Saved data entries:
□ □ □ □ □

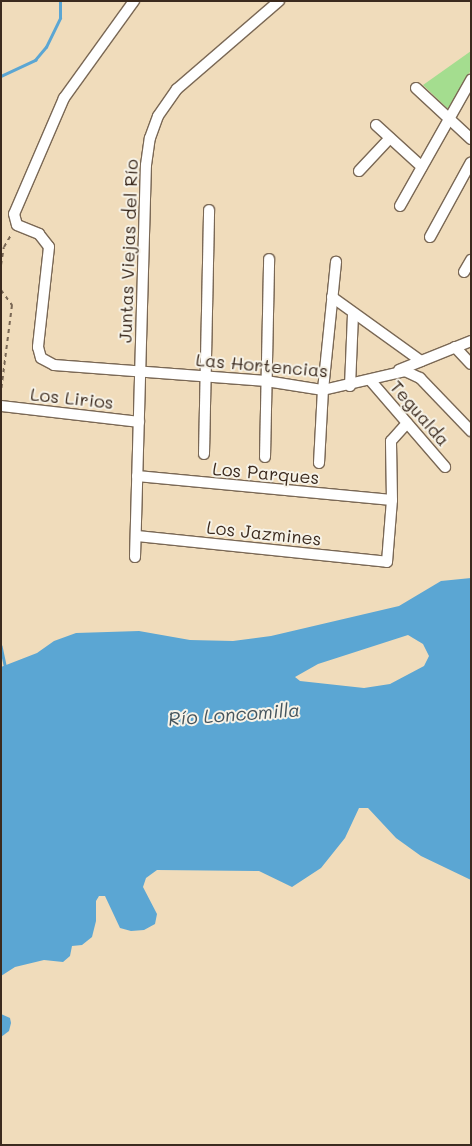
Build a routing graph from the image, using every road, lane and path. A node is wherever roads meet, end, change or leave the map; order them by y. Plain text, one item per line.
1 (134, 1) edge
2 (279, 1) edge
3 (471, 80) edge
4 (416, 88) dead end
5 (449, 118) junction
6 (376, 125) dead end
7 (390, 138) junction
8 (471, 139) edge
9 (471, 162) edge
10 (422, 167) junction
11 (359, 171) dead end
12 (400, 206) dead end
13 (209, 210) dead end
14 (17, 225) junction
15 (430, 237) dead end
16 (268, 259) dead end
17 (471, 260) edge
18 (336, 262) dead end
19 (1, 265) edge
20 (464, 272) dead end
21 (1, 290) edge
22 (332, 297) junction
23 (353, 313) junction
24 (471, 340) edge
25 (456, 347) junction
26 (421, 361) junction
27 (471, 364) edge
28 (398, 371) junction
29 (140, 372) junction
30 (206, 376) junction
31 (370, 380) junction
32 (266, 381) junction
33 (350, 386) junction
34 (323, 390) junction
35 (1, 391) edge
36 (1, 406) edge
37 (139, 422) junction
38 (407, 423) junction
39 (471, 431) edge
40 (204, 454) dead end
41 (264, 457) dead end
42 (319, 463) dead end
43 (445, 467) dead end
44 (137, 476) junction
45 (392, 500) junction
46 (137, 536) junction
47 (134, 557) dead end

1 - 14 street
2 - 29 street, Juntas Viejas del Río
3 - 5 street
4 - 5 street
5 - 8 street
5 - 10 street
6 - 7 street
7 - 10 street
7 - 11 street
9 - 15 street
10 - 12 street
13 - 30 street
14 - 19 path
14 - 29 street, Las Hortencias
16 - 32 street
17 - 20 street
18 - 22 street
21 - 35 path
22 - 23 street
22 - 34 street
23 - 26 street
23 - 33 street
24 - 25 street, Las Hortencias
25 - 26 street, Las Hortencias
25 - 27 street
26 - 28 street, Las Hortencias
28 - 31 street, Las Hortencias
28 - 39 street
29 - 30 street, Las Hortencias
29 - 37 street, Juntas Viejas del Río
30 - 32 street, Las Hortencias
30 - 40 street
31 - 33 street, Las Hortencias
31 - 38 street, Tegualda
32 - 34 street, Las Hortencias
32 - 41 street
33 - 34 street, Las Hortencias
34 - 42 street
36 - 37 street, Los Lirios
37 - 44 street, Juntas Viejas del Río
38 - 43 street, Tegualda
38 - 45 street
44 - 45 street, Los Parques
44 - 46 street, Juntas Viejas del Río
45 - 46 street, Los Jazmines
46 - 47 street, Juntas Viejas del Río

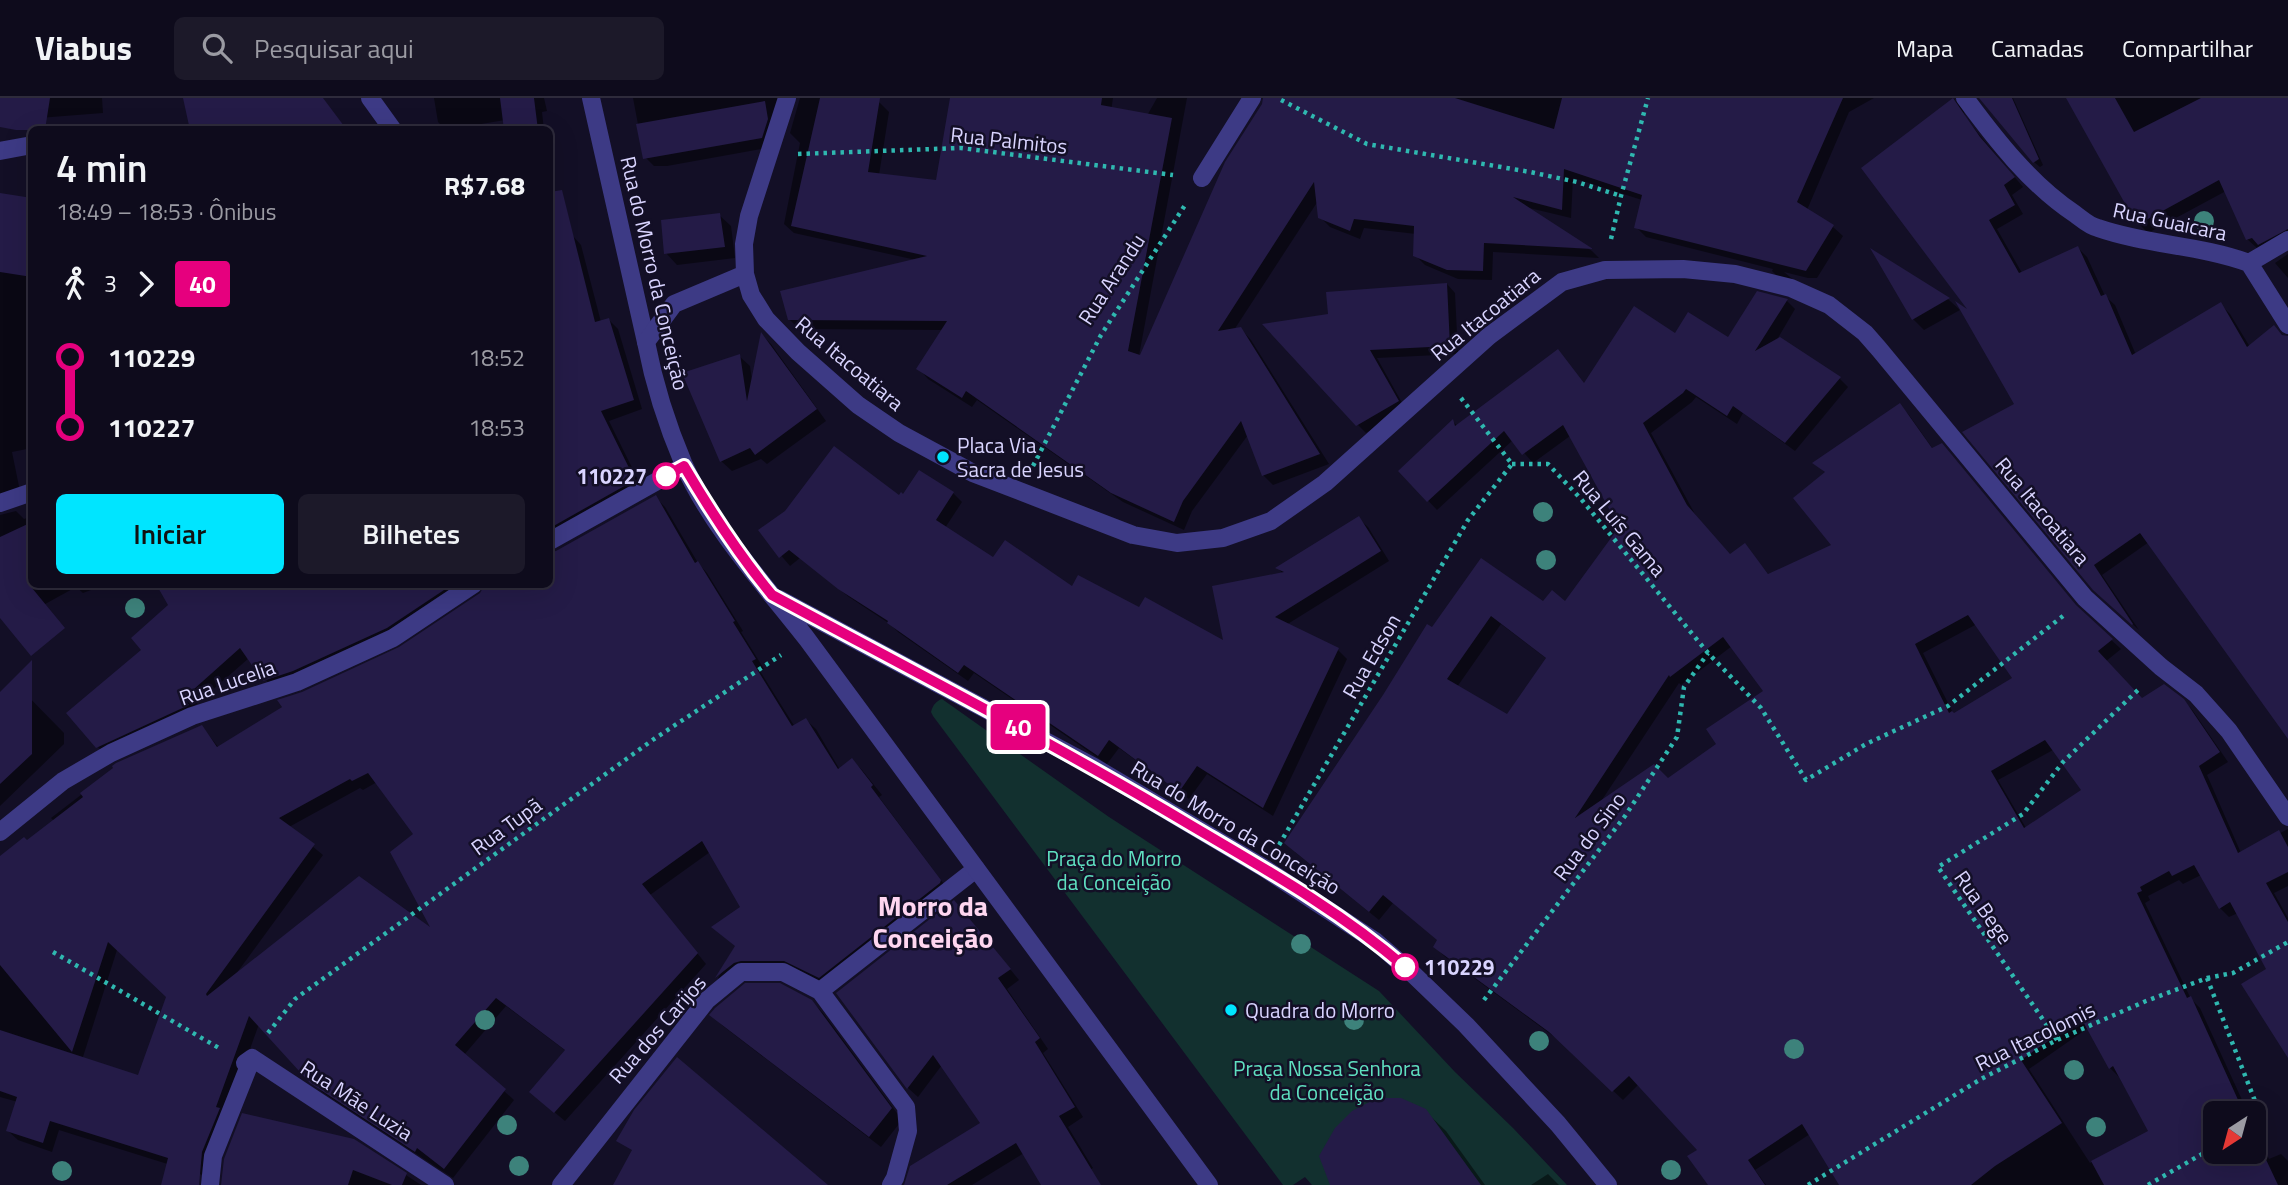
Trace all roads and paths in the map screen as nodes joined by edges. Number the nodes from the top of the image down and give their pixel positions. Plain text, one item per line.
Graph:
1 (370, 98) edge
2 (591, 98) edge
3 (787, 98) edge
4 (1252, 98) edge
5 (1278, 98) edge
6 (1648, 98) edge
7 (1965, 98) edge
8 (390, 126) edge
9 (28, 146) edge
10 (0, 151) edge
11 (769, 155) junction
12 (1202, 178) junction
13 (1621, 196) junction
14 (2288, 240) edge
15 (2249, 263) junction
16 (1605, 270) junction
17 (745, 274) junction
18 (2288, 325) edge
19 (646, 342) junction
20 (1443, 376) junction
21 (1512, 464) junction
22 (684, 466) junction
23 (1021, 491) junction
24 (28, 493) edge
25 (0, 503) edge
26 (553, 539) edge
27 (468, 588) edge
28 (772, 595) junction
29 (2085, 598) junction
30 (807, 639) junction
31 (1708, 653) junction
32 (2161, 667) junction
33 (2288, 817) edge
34 (0, 832) edge
35 (1264, 868) junction
36 (976, 869) junction
37 (2288, 942) edge
38 (53, 952) dead end
39 (2207, 978) junction
40 (820, 991) junction
41 (1466, 1025) junction
42 (2057, 1040) junction
43 (248, 1061) junction
44 (2255, 1101) edge
45 (2203, 1153) edge
46 (210, 1185) edge
47 (445, 1185) edge
48 (561, 1185) edge
49 (891, 1185) edge
50 (1209, 1185) edge
51 (1608, 1185) edge
52 (1808, 1185) edge
53 (2148, 1185) edge

1 - 8 street
2 - 19 street, Rua do Morro da Conceição
3 - 11 street
4 - 12 street
5 - 13 path
6 - 13 path
7 - 15 street, Rua Guaicara
9 - 10 street
11 - 12 path, Rua Palmitos
11 - 17 street
12 - 23 path, Rua Arandu
13 - 16 path
14 - 15 street, Rua Guaicara
15 - 18 street
16 - 20 street, Rua Itacoatiara
16 - 29 street, Rua Itacoatiara
17 - 19 street
17 - 23 street, Rua Itacoatiara
19 - 22 street, Rua do Morro da Conceição
20 - 21 path
20 - 23 street, Rua Itacoatiara
21 - 31 path, Rua Luís Gama
21 - 35 path, Rua Edson
22 - 26 street
22 - 28 street, Rua do Morro da Conceição
24 - 25 street
27 - 34 street, Rua Lucelia
28 - 30 street, Rua do Morro da Conceição
28 - 35 street, Rua do Morro da Conceição
29 - 31 path, Rua Luís Gama
29 - 32 street, Rua Itacoatiara
30 - 36 street, Rua do Morro da Conceição
30 - 43 path, Rua Tupã
31 - 41 path, Rua do Sino
32 - 33 street, Rua Itacoatiara
32 - 42 path, Rua Bege
35 - 41 street, Rua do Morro da Conceição
36 - 40 street
36 - 50 street, Rua do Morro da Conceição
37 - 39 path, Rua Itacolomis
38 - 43 path
39 - 42 path, Rua Itacolomis
39 - 44 path
40 - 48 street, Rua dos Carijos
40 - 49 street, Rua dos Carijos
41 - 51 street, Rua do Morro da Conceição
42 - 52 path, Rua Itacolomis
43 - 46 street
43 - 47 street, Rua Mãe Luzia
45 - 53 path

□ □ □ □ □

* Exercise instructions *
Keeping every word as it is, write out all the data and omit the pictures.

* Solution to the problem *
Build a routing graph from the image, using every road, lane and path. A node is wherever roads meet, end, change or leave the map; order them by y. Plain text, one item per line.
1 (134, 1) edge
2 (279, 1) edge
3 (471, 80) edge
4 (416, 88) dead end
5 (449, 118) junction
6 (376, 125) dead end
7 (390, 138) junction
8 (471, 139) edge
9 (471, 162) edge
10 (422, 167) junction
11 (359, 171) dead end
12 (400, 206) dead end
13 (209, 210) dead end
14 (17, 225) junction
15 (430, 237) dead end
16 (268, 259) dead end
17 (471, 260) edge
18 (336, 262) dead end
19 (1, 265) edge
20 (464, 272) dead end
21 (1, 290) edge
22 (332, 297) junction
23 (353, 313) junction
24 (471, 340) edge
25 (456, 347) junction
26 (421, 361) junction
27 (471, 364) edge
28 (398, 371) junction
29 (140, 372) junction
30 (206, 376) junction
31 (370, 380) junction
32 (266, 381) junction
33 (350, 386) junction
34 (323, 390) junction
35 (1, 391) edge
36 (1, 406) edge
37 (139, 422) junction
38 (407, 423) junction
39 (471, 431) edge
40 (204, 454) dead end
41 (264, 457) dead end
42 (319, 463) dead end
43 (445, 467) dead end
44 (137, 476) junction
45 (392, 500) junction
46 (137, 536) junction
47 (134, 557) dead end

1 - 14 street
2 - 29 street, Juntas Viejas del Río
3 - 5 street
4 - 5 street
5 - 8 street
5 - 10 street
6 - 7 street
7 - 10 street
7 - 11 street
9 - 15 street
10 - 12 street
13 - 30 street
14 - 19 path
14 - 29 street, Las Hortencias
16 - 32 street
17 - 20 street
18 - 22 street
21 - 35 path
22 - 23 street
22 - 34 street
23 - 26 street
23 - 33 street
24 - 25 street, Las Hortencias
25 - 26 street, Las Hortencias
25 - 27 street
26 - 28 street, Las Hortencias
28 - 31 street, Las Hortencias
28 - 39 street
29 - 30 street, Las Hortencias
29 - 37 street, Juntas Viejas del Río
30 - 32 street, Las Hortencias
30 - 40 street
31 - 33 street, Las Hortencias
31 - 38 street, Tegualda
32 - 34 street, Las Hortencias
32 - 41 street
33 - 34 street, Las Hortencias
34 - 42 street
36 - 37 street, Los Lirios
37 - 44 street, Juntas Viejas del Río
38 - 43 street, Tegualda
38 - 45 street
44 - 45 street, Los Parques
44 - 46 street, Juntas Viejas del Río
45 - 46 street, Los Jazmines
46 - 47 street, Juntas Viejas del Río

Trace all roads and paths in the map screen as nodes joined by edges. Number the nodes from the top of the image down and give their pixel positions. Plain text, one item per line.
Graph:
1 (370, 98) edge
2 (591, 98) edge
3 (787, 98) edge
4 (1252, 98) edge
5 (1278, 98) edge
6 (1648, 98) edge
7 (1965, 98) edge
8 (390, 126) edge
9 (28, 146) edge
10 (0, 151) edge
11 (769, 155) junction
12 (1202, 178) junction
13 (1621, 196) junction
14 (2288, 240) edge
15 (2249, 263) junction
16 (1605, 270) junction
17 (745, 274) junction
18 (2288, 325) edge
19 (646, 342) junction
20 (1443, 376) junction
21 (1512, 464) junction
22 (684, 466) junction
23 (1021, 491) junction
24 (28, 493) edge
25 (0, 503) edge
26 (553, 539) edge
27 (468, 588) edge
28 (772, 595) junction
29 (2085, 598) junction
30 (807, 639) junction
31 (1708, 653) junction
32 (2161, 667) junction
33 (2288, 817) edge
34 (0, 832) edge
35 (1264, 868) junction
36 (976, 869) junction
37 (2288, 942) edge
38 (53, 952) dead end
39 (2207, 978) junction
40 (820, 991) junction
41 (1466, 1025) junction
42 (2057, 1040) junction
43 (248, 1061) junction
44 (2255, 1101) edge
45 (2203, 1153) edge
46 (210, 1185) edge
47 (445, 1185) edge
48 (561, 1185) edge
49 (891, 1185) edge
50 (1209, 1185) edge
51 (1608, 1185) edge
52 (1808, 1185) edge
53 (2148, 1185) edge

1 - 8 street
2 - 19 street, Rua do Morro da Conceição
3 - 11 street
4 - 12 street
5 - 13 path
6 - 13 path
7 - 15 street, Rua Guaicara
9 - 10 street
11 - 12 path, Rua Palmitos
11 - 17 street
12 - 23 path, Rua Arandu
13 - 16 path
14 - 15 street, Rua Guaicara
15 - 18 street
16 - 20 street, Rua Itacoatiara
16 - 29 street, Rua Itacoatiara
17 - 19 street
17 - 23 street, Rua Itacoatiara
19 - 22 street, Rua do Morro da Conceição
20 - 21 path
20 - 23 street, Rua Itacoatiara
21 - 31 path, Rua Luís Gama
21 - 35 path, Rua Edson
22 - 26 street
22 - 28 street, Rua do Morro da Conceição
24 - 25 street
27 - 34 street, Rua Lucelia
28 - 30 street, Rua do Morro da Conceição
28 - 35 street, Rua do Morro da Conceição
29 - 31 path, Rua Luís Gama
29 - 32 street, Rua Itacoatiara
30 - 36 street, Rua do Morro da Conceição
30 - 43 path, Rua Tupã
31 - 41 path, Rua do Sino
32 - 33 street, Rua Itacoatiara
32 - 42 path, Rua Bege
35 - 41 street, Rua do Morro da Conceição
36 - 40 street
36 - 50 street, Rua do Morro da Conceição
37 - 39 path, Rua Itacolomis
38 - 43 path
39 - 42 path, Rua Itacolomis
39 - 44 path
40 - 48 street, Rua dos Carijos
40 - 49 street, Rua dos Carijos
41 - 51 street, Rua do Morro da Conceição
42 - 52 path, Rua Itacolomis
43 - 46 street
43 - 47 street, Rua Mãe Luzia
45 - 53 path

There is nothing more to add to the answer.